ALBANY — The state Senate on Thursday approved a series of bills intended to improve limousine safety in the wake of last October’s deadly crash in Schoharie, which claimed 20 lives.
The bills, designed to address issues revealed by the Schoharie stretch limo crash as well as a 2015 crash that killed four young women on Long Island, include requirements that limos have rear selt belts and rollover protection devices.

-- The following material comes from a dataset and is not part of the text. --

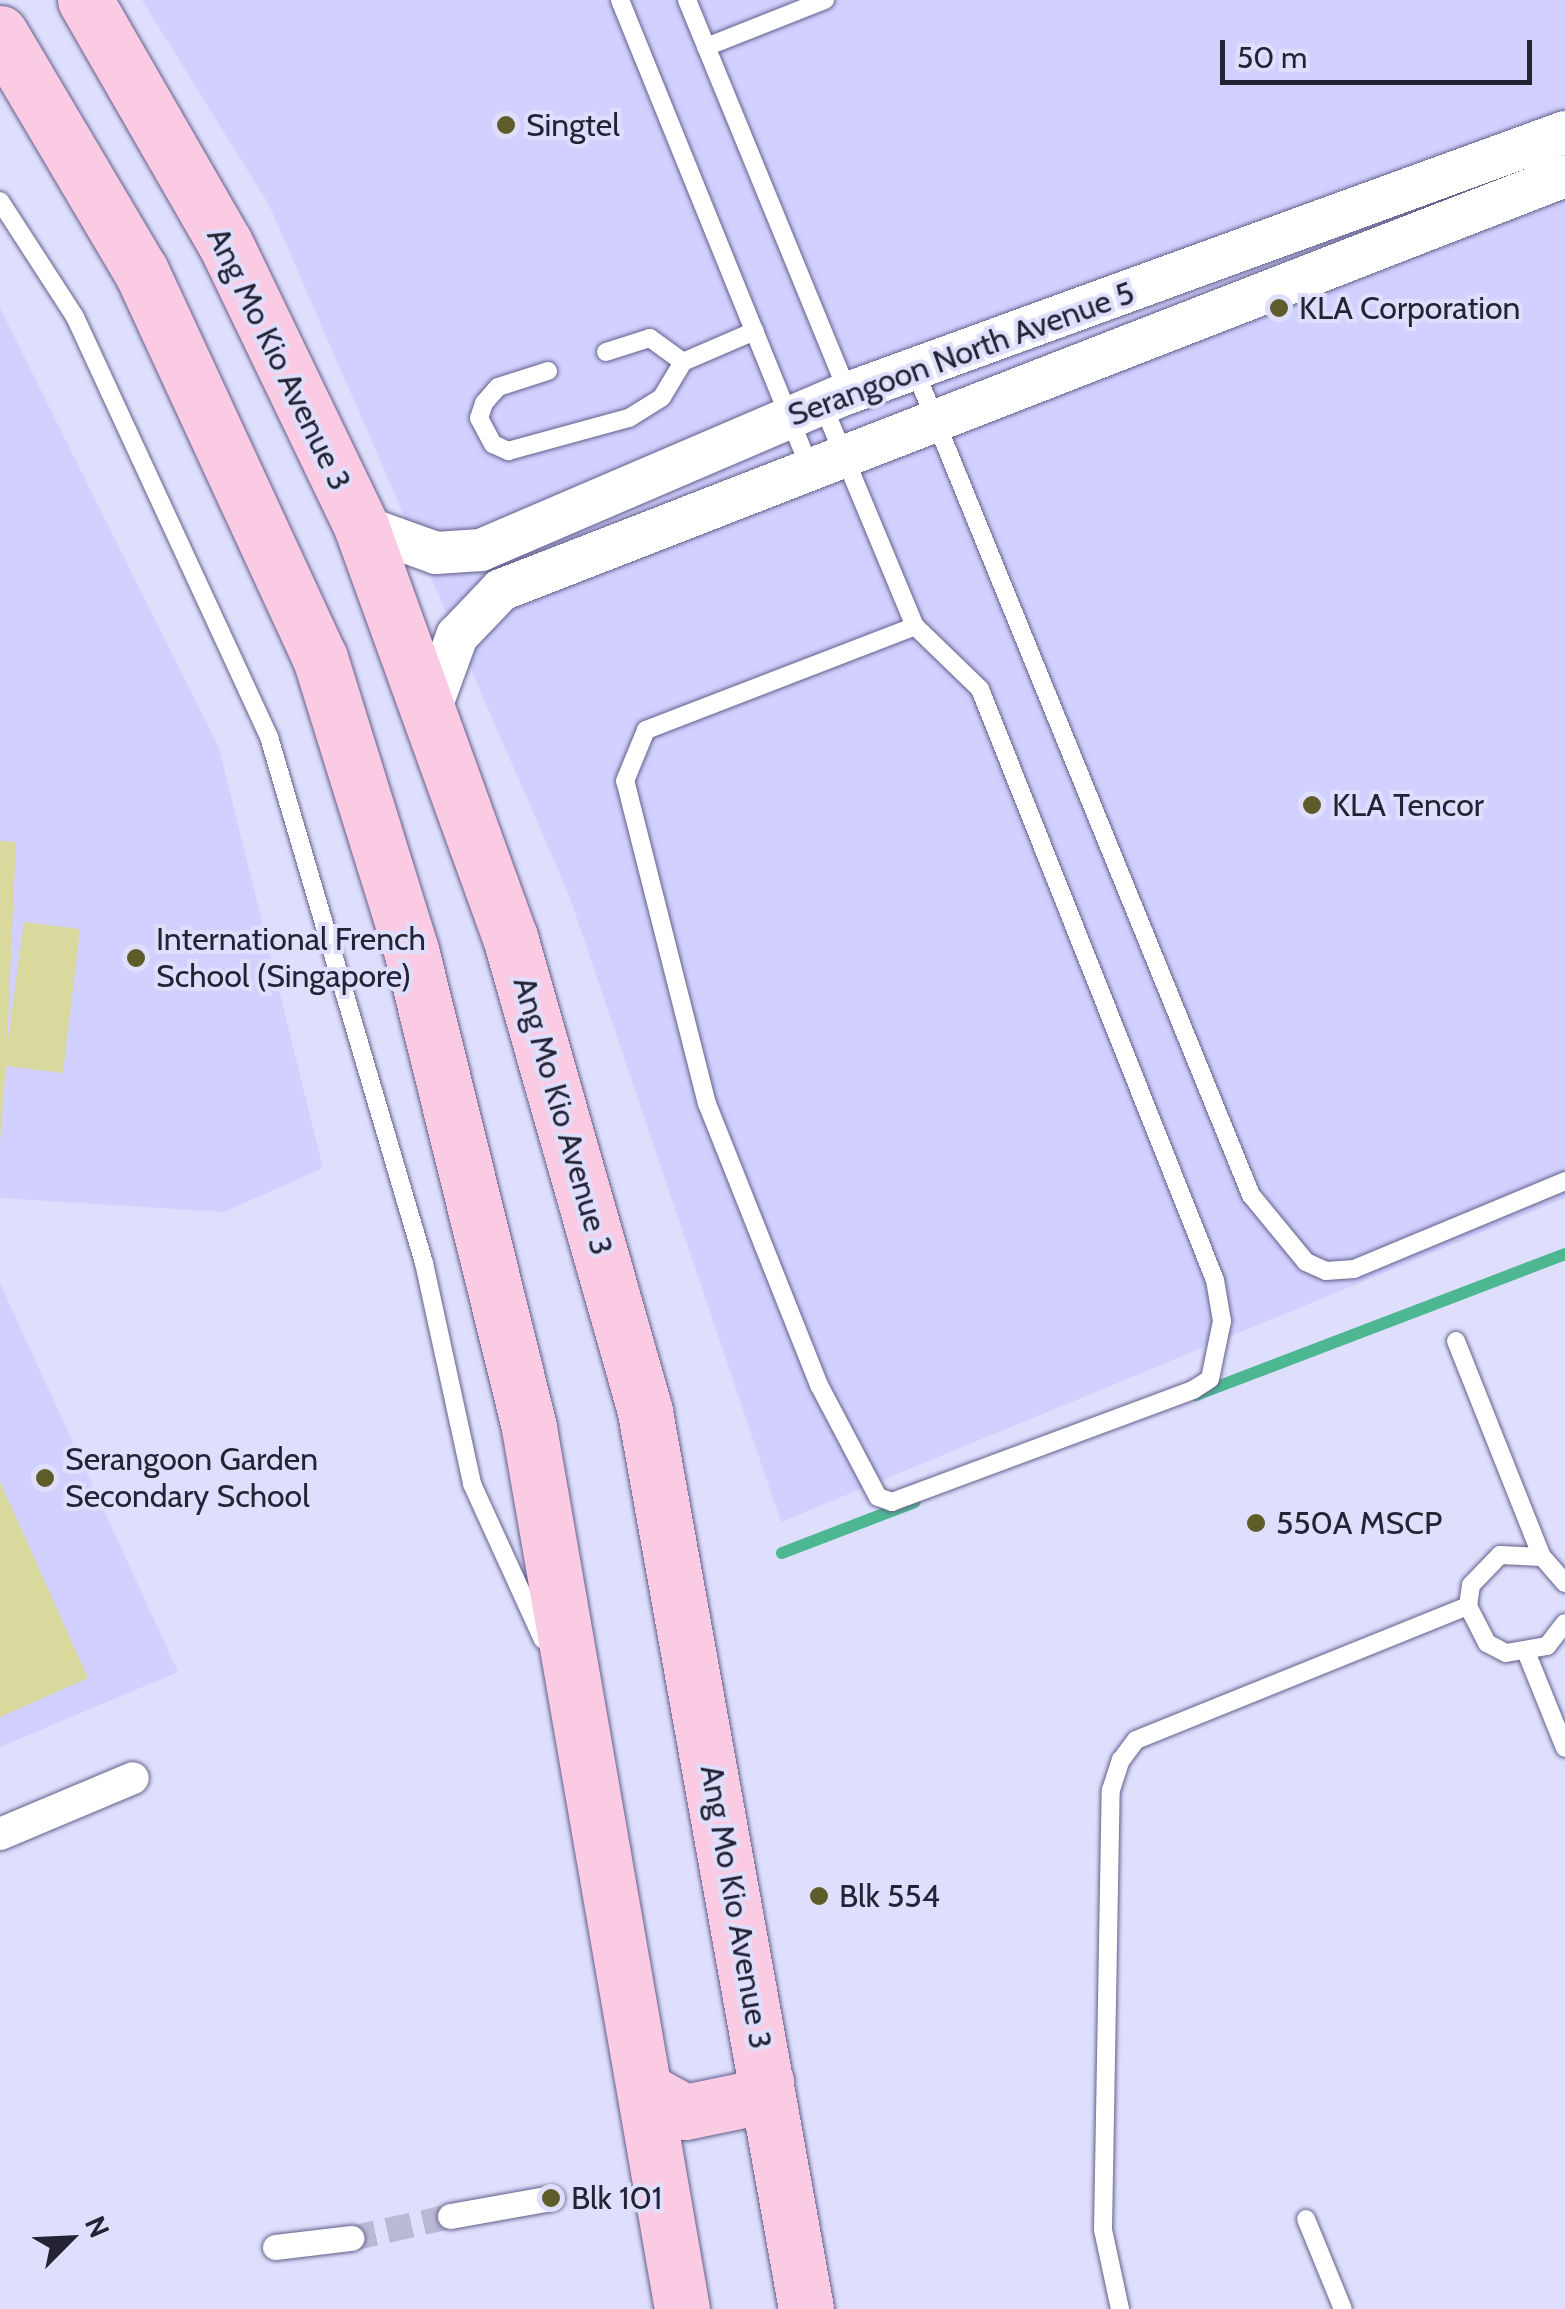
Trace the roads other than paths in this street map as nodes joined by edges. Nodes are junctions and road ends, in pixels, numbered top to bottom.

The bills also increase penalties for illegal U-turns and other traffic violations by stretch limousine operators, and mandates drug and alcohol testing for drivers. Another bill would authorize the state Department of Motor Vehicles to impound limos that fail mandated inspections, and set up a reporting system for consumers to report safety concerns. One bill would also establish a passenger safety task force to review and make additional safety recommendations.
“The Schoharie limo crash was a terrible tragedy that would never have happened,” said state Sen. James Tedisco, R-Glenville, who attended a public hearing in Albany last month at which the families of Schoharie victims testified.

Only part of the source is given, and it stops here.